**WHAT THE EXERCISE ASKS:**
Restate verbatim the span of lines below between the line with "index tip: (401, 251)" and the line with "Right hand at", including those two lines, and only that span.

**DATA SUPPLIED:**
····················
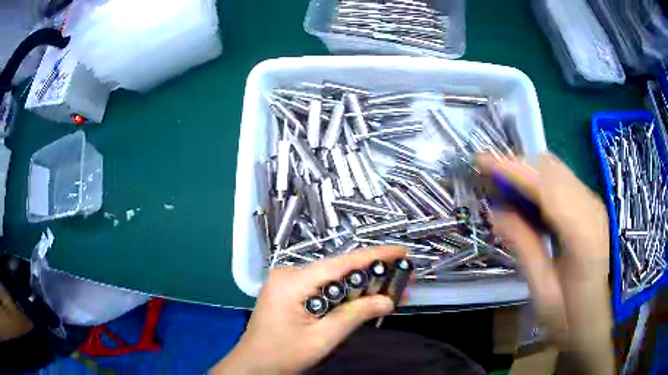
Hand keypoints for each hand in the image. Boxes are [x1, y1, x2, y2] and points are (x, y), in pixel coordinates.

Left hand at [211, 246, 406, 373]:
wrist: (253, 366)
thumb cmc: (283, 355)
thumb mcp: (322, 338)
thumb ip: (355, 315)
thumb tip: (389, 301)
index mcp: (293, 281)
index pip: (341, 263)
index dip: (374, 256)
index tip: (401, 251)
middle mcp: (289, 274)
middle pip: (337, 270)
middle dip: (371, 274)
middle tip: (402, 277)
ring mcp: (287, 283)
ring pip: (331, 279)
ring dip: (359, 286)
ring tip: (390, 290)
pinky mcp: (289, 293)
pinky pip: (322, 288)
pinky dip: (343, 294)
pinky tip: (363, 299)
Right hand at [477, 153, 613, 373]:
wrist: (591, 320)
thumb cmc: (566, 316)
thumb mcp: (541, 290)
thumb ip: (524, 247)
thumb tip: (497, 213)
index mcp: (583, 234)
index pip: (546, 186)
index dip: (513, 169)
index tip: (482, 162)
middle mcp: (592, 208)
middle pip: (551, 168)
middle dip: (517, 166)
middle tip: (488, 177)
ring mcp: (593, 204)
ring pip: (556, 169)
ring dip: (527, 172)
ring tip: (502, 186)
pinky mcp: (590, 206)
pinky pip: (562, 180)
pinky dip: (539, 181)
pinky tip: (526, 198)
····················
**RESULT OF THE TASK:**
index tip: (401, 251)
middle mcp: (289, 274)
middle pip: (337, 270)
middle dip: (371, 274)
middle tip: (402, 277)
ring mcp: (287, 283)
ring pip: (331, 279)
ring dip: (359, 286)
ring tip: (390, 290)
pinky mcp: (289, 293)
pinky pip: (322, 288)
pinky dip: (343, 294)
pinky tip: (363, 299)
Right hand at [477, 153, 613, 373]:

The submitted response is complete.